J.D. Tuccille decries Congress’s hypocritical compliance in the rise of the use of presidential ’emergency powers.’ A slice:

Which is to say that congressional committees, under both major parties, have held hearings to voice the same concerns about the abuse of emergency powers, hearing warnings and calls for reform by overlapping experts who largely repeat their testimony. They draw from research done specifically for them that documents a never-ending state of “emergency” that has long been the norm. Surely, there must be bipartisan consensus by now that the presidency’s monarchical tendencies need to be curbed so that nobody need live “their entire lives under emergency rule.”

Well, maybe there is. But there’s also a consensus in both parties in favor of winning at all costs. A Republican-dominated House might hold hearings on the dangers of emergency powers now, but as that 2020 Congressional Research Service report pointed out, “President Trump invoked the National Emergencies Act to declare a national emergency concerning the Coronavirus Disease 2019…. The President subsequently invoked additional national emergency statutes.” And last year’s Democratic majority hosted hearings on abuses of executive authority just days after their own colleagues called on President Joe Biden to declare a “national climate emergency” and to wield unilateral power over wide areas of life without the messy business of legislative debate.

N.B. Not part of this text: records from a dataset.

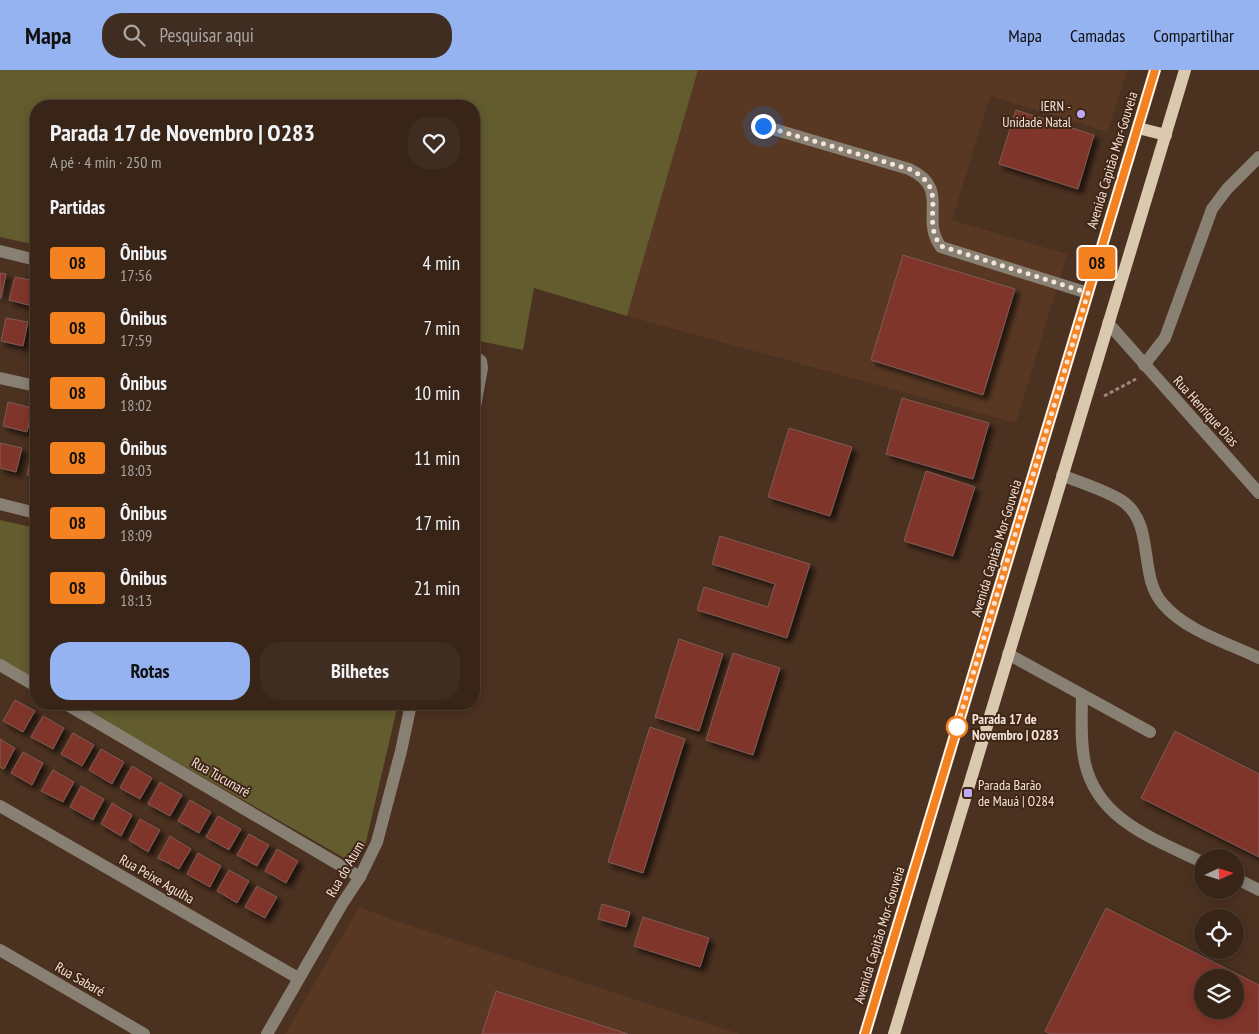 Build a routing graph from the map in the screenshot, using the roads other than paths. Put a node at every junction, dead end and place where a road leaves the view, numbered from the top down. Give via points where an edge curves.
1 (1155, 70) edge
2 (1185, 70) edge
3 (763, 126) dead end
4 (1138, 128) junction
5 (1166, 135) junction
6 (1259, 156) edge
7 (0, 251) edge
8 (30, 258) edge
9 (1088, 293) junction
10 (1108, 323) junction
11 (1147, 368) junction
12 (0, 378) edge
13 (30, 385) edge
14 (1062, 475) junction
15 (1259, 493) edge
16 (0, 504) edge
17 (30, 512) edge
18 (1008, 654) junction
19 (1259, 658) edge
20 (1, 667) edge
21 (30, 683) edge
22 (1082, 694) junction
23 (76, 710) edge
24 (410, 710) edge
25 (1150, 732) dead end
26 (0, 806) edge
27 (1194, 858) edge
28 (360, 877) junction
29 (1244, 882) edge
30 (1259, 890) edge
31 (0, 950) edge
32 (298, 978) junction
33 (144, 1034) edge
34 (267, 1034) edge
35 (865, 1034) edge
36 (894, 1034) edge

1 - 4 main road, Avenida Capitão Mor-Gouveia
2 - 5 main road
3 - 9 street via 922,175 934,197 932,227 934,238 941,246
4 - 5 main road
4 - 9 main road, Avenida Capitão Mor-Gouveia
5 - 10 main road
6 - 11 street via 1212,210 1165,338
7 - 8 street
9 - 35 main road, Avenida Capitão Mor-Gouveia
10 - 11 street, Rua Henrique Dias
10 - 14 main road
11 - 15 street, Rua Henrique Dias
12 - 13 street
14 - 18 main road
14 - 19 street via 1123,502 1132,510 1142,528 1152,587 1162,604 1194,627
16 - 17 street
18 - 22 street
18 - 36 main road
20 - 21 street
22 - 25 street
22 - 27 street via 1082,739 1085,763 1093,786 1125,824
23 - 28 street, Rua Tucunaré
24 - 28 street, Rua do Atum via 378,842
26 - 32 street, Rua Peixe Agulha
28 - 32 street, Rua do Atum
29 - 30 street
31 - 33 street, Rua Sabaré
32 - 34 street, Rua do Atum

Biden has made a habit of rule by decree.

“If emergency decrees promise to solve some problems, they threaten to generate others,” U.S. Supreme Court Justice Neil Gorsuch recently warned in a statement about the growing use of emergency authority to impose policies. “And rule by indefinite emergency edict risks leaving all of us with a shell of a democracy and civil liberties just as hollow.”

Here’s the abstract of the just-published final version, in the May 2023 issue of the Journal of Political Economy, of Phil Magness’s and Michael Makovi’s excellent paper “The Mainstreaming of Marx: Measuring the Effect of the Russian Revolution on Karl Marx’s Influence”:

Karl Marx’s high academic stature outside of economics diverges sharply from his peripheral influence within the discipline, particularly after nineteenth-century developments rendered the labor theory of value obsolete. We hypothesize that the 1917 Russian Revolution is responsible for elevating Marx into the academic mainstream. Using the synthetic control method, we construct a counterfactual for Marx’s citation patterns in Google Ngram data. This allows us to predict how often Marx would have been cited if the Russian Revolution had not happened. We find a significant treatment effect, meaning that Marx’s academic stature today owes a substantial debt to political happenstance.

From my former Mercatus Center colleague Bob Graboyes comes insight about “gigs, jobs and smart machines.”

Jay Bhattacharya tweets:

Global public health moved resources from vaccinating kids against measles — a disease very deadly for them to instead address covid, which is much less deadly for kids than measles.

Predictably: “COVID-19 pandemic-related disruptions have delayed the introduction of the second dose of the measles vaccine in many countries.” Next pandemic, kids’ interests need to be better represented.